Finite sequences of claims, each claim of which
is true.or.not.first.false
can be seen.
----
The finite extends
much further than you (WM) think it does.
Infinitely further than you think it does.
A non.0 ordinal k for which
it and each of its non.0 priors j < k
have immediate predecessors k-1 and j-1
is
a finite ordinal.
No finite ordinal has
an infinite immediate successor.
It becomes clear why,
if we go to the definition.
If k is finite, then
each in (0,k] has an immediate predecessor.
If k+1 is finite, then
each in (0,k+1] has an immediate predecessor.
(0,k+1] = (0,k]∪{k+1}
k+1 has an immediate predecessor k
and
everything else in (0,k+1] (that is, in (0,k])
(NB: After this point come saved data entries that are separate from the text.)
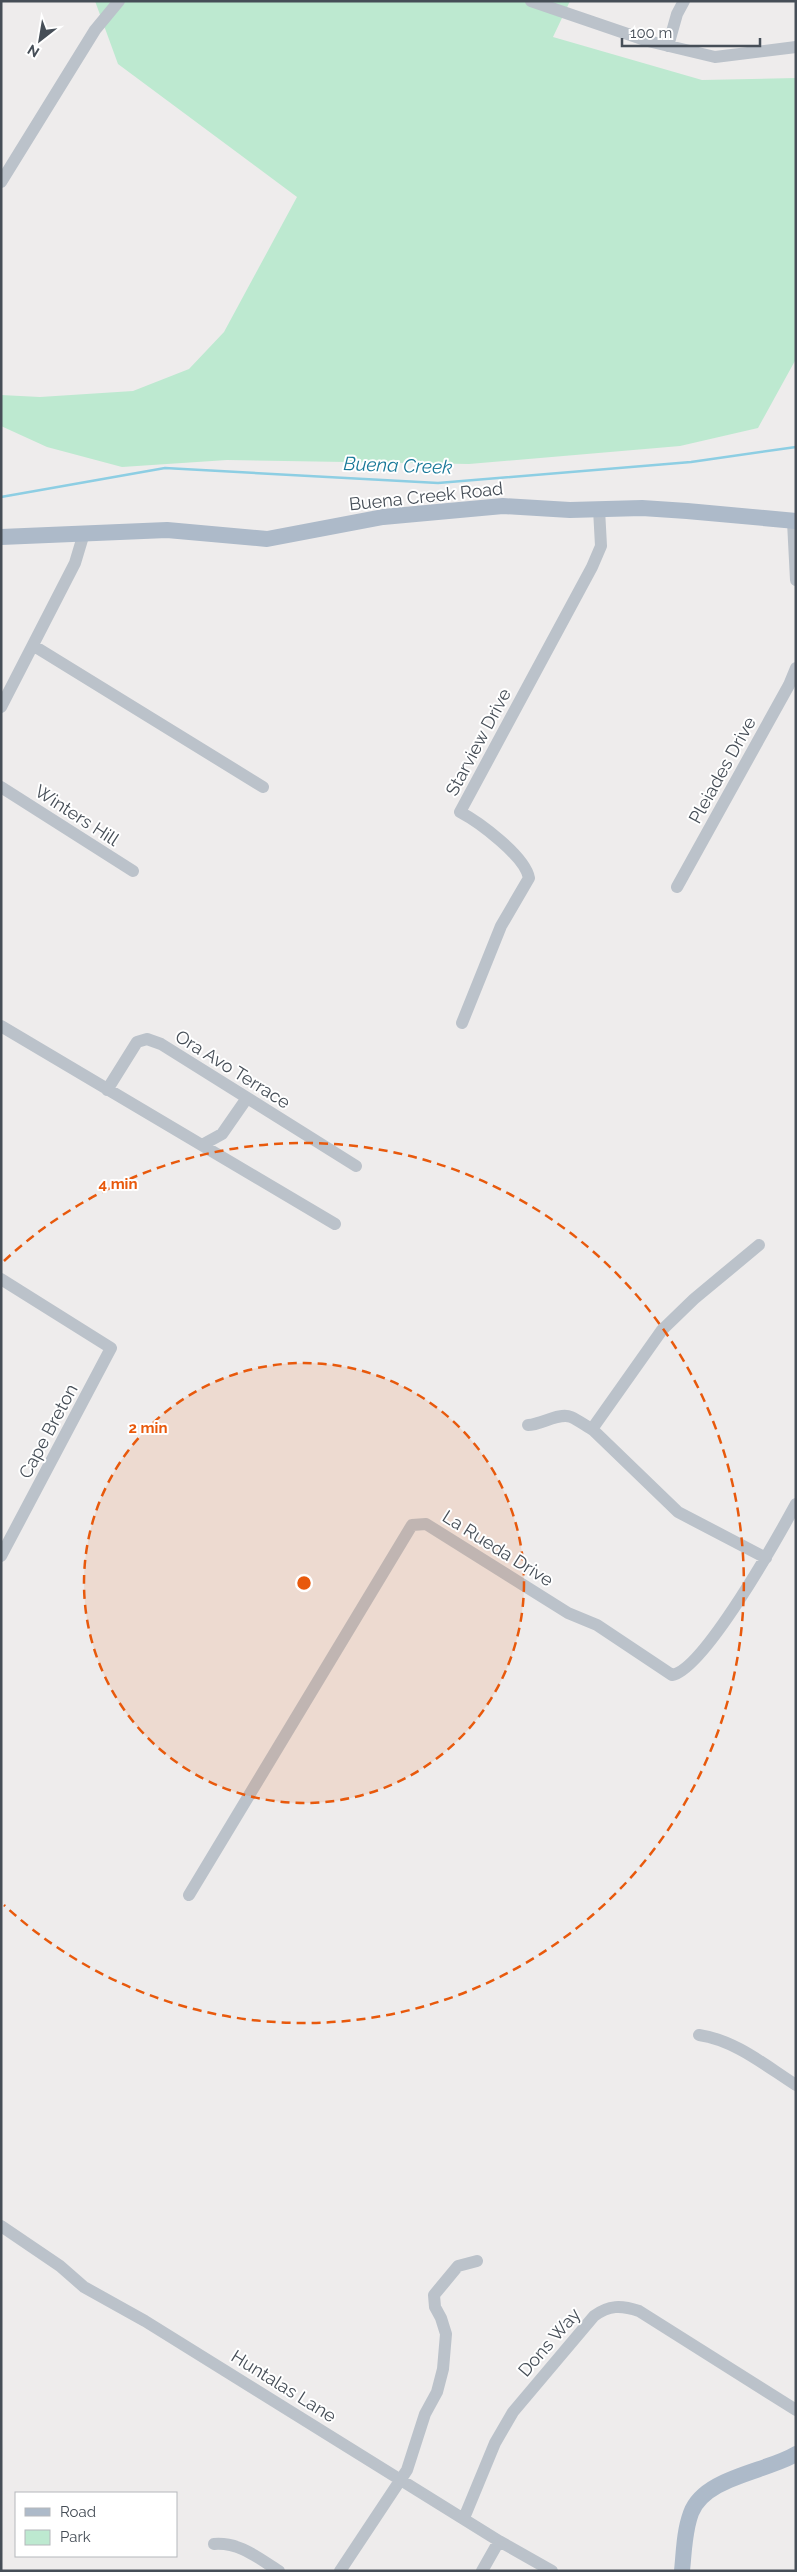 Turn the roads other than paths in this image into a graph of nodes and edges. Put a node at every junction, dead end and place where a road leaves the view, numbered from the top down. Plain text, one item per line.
1 (119, 1) edge
2 (531, 1) edge
3 (684, 1) edge
4 (668, 46) junction
5 (796, 47) edge
6 (1, 182) edge
7 (599, 509) junction
8 (794, 521) edge
9 (84, 532) junction
10 (1, 537) edge
11 (796, 580) edge
12 (34, 646) junction
13 (796, 668) edge
14 (1, 707) edge
15 (1, 787) edge
16 (262, 787) dead end
17 (133, 871) dead end
18 (678, 887) dead end
19 (462, 1023) dead end
20 (1, 1026) edge
21 (107, 1090) junction
22 (247, 1098) junction
23 (202, 1145) junction
24 (356, 1166) dead end
25 (334, 1224) dead end
26 (759, 1245) dead end
27 (1, 1279) edge
28 (528, 1426) dead end
29 (593, 1430) junction
30 (796, 1504) edge
31 (1, 1556) edge
32 (766, 1558) junction
33 (189, 1895) dead end
34 (699, 2034) dead end
35 (796, 2086) edge
36 (1, 2226) edge
37 (477, 2261) dead end
38 (796, 2410) edge
39 (796, 2454) edge
40 (400, 2479) junction
41 (464, 2518) junction
42 (499, 2541) junction
43 (214, 2544) dead end
44 (279, 2571) edge
45 (340, 2571) edge
46 (482, 2571) edge
47 (552, 2571) edge
48 (682, 2571) edge

1 - 6 street
2 - 4 street
3 - 4 street
4 - 5 street
7 - 8 main road, Buena Creek Road
7 - 9 main road, Buena Creek Road
7 - 19 street, Starview Drive
8 - 11 street
9 - 10 main road, Buena Creek Road
9 - 12 street
12 - 14 street
12 - 16 street
13 - 18 street, Pleiades Drive
15 - 17 street, Winters Hill
20 - 21 street
21 - 22 street, Ora Avo Terrace
21 - 23 street
22 - 23 street
22 - 24 street, Ora Avo Terrace
23 - 25 street
26 - 29 street
27 - 31 street, Cape Breton
28 - 29 street
29 - 32 street
30 - 32 street, La Rueda Drive
32 - 33 street, La Rueda Drive
34 - 35 street
36 - 40 street, Huntalas Lane
37 - 40 street
38 - 41 street, Dons Way
39 - 48 main road
40 - 41 street, Huntalas Lane
40 - 45 street
41 - 42 street, Huntalas Lane
42 - 46 street
42 - 47 street, Huntalas Lane
43 - 44 street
has an immediate predecessor
if k is finite.
You (WM) introduce
negative cardinality (darkᵂᴹ numbers)
in an attempt to fit these claims together.
>
No, I don't.
I'm willing to believe that
you didn't intend to introduce negative cardinality.
Nonetheless, you did.
A potentiallyᵂᴹ infinite set is larger.than.any.finite.
An actuallyᵂᴹ infinite set A isn't potentially infinite.
It isn't larger.than.any.finite.
There is a larger finite set F.
Actuallyᵂᴹ infinite A has
a potentiallyᵂᴹ infinite subset P
larger.than.any.finite, larger than F, specifically.